Erik Olson, senior director of health and food at the Natural Resources Defense Council, said in a statement to DTN the ruling was important for children’s health.
“Some things are too sacred to play politics with, and our kids top the list,” he said. “The court has made it clear that children’s health must come before powerful polluters. This is a victory for parents everywhere who want to feed their kids fruits and veggies without fear it’s harming their brains or poisoning communities.”
Neither CropLife America nor the American Farm Bureau Federation responded to DTN’s request for comment at press time.
On July 30, 2018, the California Department of Pesticide Regulation released a scientific assessment that concluded that chlorpyrifos should be listed as a toxic air contaminant in the state based on evidence of its neurological effects and exposure risks of concern.
Agricultural groups had expressed concern over a ban, arguing that doing away with chlorpyrifos could complicate the battle against insects, especially when growers are being encouraged to rotate chemistries to guard against insect resistance. A number of industry groups, such as CropLife America, the National Corn Growers Association and the American Soybean Association, celebrated the March 30 EPA decision not to revoke the pesticide, which plays a significant role in corn and soybean pest control.
Corn accounts for chlorpyrifos’ largest agriculture market as far as total pounds used, because overall, there are more corn acres than soybean acres, according to EPA. However, in recent years, use of chlorpyrifos has expanded in soybeans and has been on the decline in corn.
According to Dow AgroSciences’ website, chlorpyrifos use in soybeans expanded from about 200,000 acres in 2004 to about 8 million acres in 2008. Dow estimated chlorpyrifos was applied to about 11% of soybean acres planted in 2008.

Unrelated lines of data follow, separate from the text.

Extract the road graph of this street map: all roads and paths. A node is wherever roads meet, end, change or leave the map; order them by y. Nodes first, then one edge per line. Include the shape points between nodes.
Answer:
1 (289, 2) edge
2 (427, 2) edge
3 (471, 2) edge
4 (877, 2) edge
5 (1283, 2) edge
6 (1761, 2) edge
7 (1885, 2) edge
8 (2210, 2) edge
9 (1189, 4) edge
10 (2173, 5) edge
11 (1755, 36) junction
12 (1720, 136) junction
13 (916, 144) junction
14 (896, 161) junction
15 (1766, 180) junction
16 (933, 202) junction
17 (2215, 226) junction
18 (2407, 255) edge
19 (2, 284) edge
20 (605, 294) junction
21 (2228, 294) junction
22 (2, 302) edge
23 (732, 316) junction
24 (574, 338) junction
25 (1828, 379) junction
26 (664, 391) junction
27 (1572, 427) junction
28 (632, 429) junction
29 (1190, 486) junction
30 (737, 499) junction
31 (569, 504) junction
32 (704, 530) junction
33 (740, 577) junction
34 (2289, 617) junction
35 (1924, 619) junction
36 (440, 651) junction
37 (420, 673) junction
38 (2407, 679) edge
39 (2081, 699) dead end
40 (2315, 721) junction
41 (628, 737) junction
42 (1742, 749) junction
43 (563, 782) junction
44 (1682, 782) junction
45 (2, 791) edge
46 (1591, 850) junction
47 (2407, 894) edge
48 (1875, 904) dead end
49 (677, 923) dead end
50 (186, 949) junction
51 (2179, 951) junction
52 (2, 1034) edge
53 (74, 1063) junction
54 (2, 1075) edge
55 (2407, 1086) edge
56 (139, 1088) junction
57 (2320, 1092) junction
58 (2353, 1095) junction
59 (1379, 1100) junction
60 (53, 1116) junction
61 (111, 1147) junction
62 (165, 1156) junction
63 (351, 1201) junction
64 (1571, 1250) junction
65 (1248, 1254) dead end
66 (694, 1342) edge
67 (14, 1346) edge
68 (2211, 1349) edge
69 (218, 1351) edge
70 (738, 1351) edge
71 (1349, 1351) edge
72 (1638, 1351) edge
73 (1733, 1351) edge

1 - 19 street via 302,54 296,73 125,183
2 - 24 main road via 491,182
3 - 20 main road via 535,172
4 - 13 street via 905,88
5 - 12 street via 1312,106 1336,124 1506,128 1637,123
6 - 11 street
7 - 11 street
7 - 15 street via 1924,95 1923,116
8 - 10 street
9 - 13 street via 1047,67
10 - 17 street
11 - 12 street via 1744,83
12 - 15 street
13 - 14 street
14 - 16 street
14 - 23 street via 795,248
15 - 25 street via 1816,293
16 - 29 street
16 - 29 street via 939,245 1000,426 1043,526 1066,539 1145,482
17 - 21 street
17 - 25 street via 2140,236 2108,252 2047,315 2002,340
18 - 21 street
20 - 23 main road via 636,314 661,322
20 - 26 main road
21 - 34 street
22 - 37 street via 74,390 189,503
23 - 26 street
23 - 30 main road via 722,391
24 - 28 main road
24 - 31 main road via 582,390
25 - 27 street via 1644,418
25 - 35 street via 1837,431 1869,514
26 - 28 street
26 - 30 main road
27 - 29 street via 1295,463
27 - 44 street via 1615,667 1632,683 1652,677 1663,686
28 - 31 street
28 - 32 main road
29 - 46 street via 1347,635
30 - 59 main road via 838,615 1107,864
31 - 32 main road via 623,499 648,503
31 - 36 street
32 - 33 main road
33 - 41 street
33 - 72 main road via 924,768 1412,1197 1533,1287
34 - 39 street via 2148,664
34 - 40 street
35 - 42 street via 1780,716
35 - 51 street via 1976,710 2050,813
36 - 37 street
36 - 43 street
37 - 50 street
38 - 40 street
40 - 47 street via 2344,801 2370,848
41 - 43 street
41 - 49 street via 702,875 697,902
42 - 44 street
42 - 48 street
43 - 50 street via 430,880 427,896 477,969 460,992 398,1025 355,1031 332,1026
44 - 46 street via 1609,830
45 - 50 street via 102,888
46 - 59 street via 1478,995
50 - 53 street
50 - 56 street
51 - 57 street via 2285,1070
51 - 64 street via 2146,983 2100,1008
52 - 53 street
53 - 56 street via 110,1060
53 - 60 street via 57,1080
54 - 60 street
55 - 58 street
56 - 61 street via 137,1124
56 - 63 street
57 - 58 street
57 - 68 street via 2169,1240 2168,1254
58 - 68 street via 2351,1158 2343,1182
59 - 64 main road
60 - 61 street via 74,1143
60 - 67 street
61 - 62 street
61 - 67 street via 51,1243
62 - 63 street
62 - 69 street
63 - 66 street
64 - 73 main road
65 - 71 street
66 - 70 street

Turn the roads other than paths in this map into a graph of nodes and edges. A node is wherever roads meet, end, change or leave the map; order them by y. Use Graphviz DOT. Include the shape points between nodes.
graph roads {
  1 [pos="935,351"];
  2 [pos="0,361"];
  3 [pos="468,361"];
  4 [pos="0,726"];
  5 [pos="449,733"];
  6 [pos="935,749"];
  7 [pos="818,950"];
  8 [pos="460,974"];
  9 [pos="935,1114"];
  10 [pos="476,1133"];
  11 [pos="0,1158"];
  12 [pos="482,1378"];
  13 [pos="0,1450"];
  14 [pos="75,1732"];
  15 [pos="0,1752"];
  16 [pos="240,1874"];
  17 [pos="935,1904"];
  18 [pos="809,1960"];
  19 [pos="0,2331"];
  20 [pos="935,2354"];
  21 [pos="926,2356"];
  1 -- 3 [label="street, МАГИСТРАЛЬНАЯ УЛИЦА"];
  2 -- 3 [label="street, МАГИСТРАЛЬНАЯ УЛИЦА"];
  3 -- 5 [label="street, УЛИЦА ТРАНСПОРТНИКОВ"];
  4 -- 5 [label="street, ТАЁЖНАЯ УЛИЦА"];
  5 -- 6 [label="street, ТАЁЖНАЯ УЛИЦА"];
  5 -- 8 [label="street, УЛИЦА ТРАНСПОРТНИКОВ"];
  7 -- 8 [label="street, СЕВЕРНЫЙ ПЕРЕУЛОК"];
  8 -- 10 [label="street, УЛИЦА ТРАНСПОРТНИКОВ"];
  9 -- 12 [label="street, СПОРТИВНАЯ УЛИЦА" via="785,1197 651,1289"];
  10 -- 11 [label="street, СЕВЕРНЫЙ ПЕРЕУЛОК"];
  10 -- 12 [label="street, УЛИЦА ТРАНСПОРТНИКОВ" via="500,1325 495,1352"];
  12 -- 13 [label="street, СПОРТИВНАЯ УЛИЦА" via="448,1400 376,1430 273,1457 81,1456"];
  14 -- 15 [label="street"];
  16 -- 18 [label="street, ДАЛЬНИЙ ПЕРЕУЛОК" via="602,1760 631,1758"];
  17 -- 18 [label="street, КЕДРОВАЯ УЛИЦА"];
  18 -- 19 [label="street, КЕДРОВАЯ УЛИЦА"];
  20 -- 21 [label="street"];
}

The road to the proposed chlorpyrifos ban began when the Pesticide Action Network North America and Natural Resources Defense Council filed a petition in 2007 to force EPA to take action on chlorpyrifos, based on concerns over drinking water. In June 2015, the Ninth Circuit issued a ruling pressuring EPA to make a decision by Oct. 31, 2015, on whether or not it would establish food tolerances for the insecticide. EPA stated it did not have the data needed to do so and instead would pursue a ban.
EPA asked the court for a six-month extension to take final action. In a final order issued Aug. 12, 2016, the court ruled against the request by EPA and ordered the agency to take action by March 31, 2017.
Most recently, the EPA revised its human health risk assessment for chlorpyrifos in November 2016 to state that residues on food crops and in water are at unsafe levels.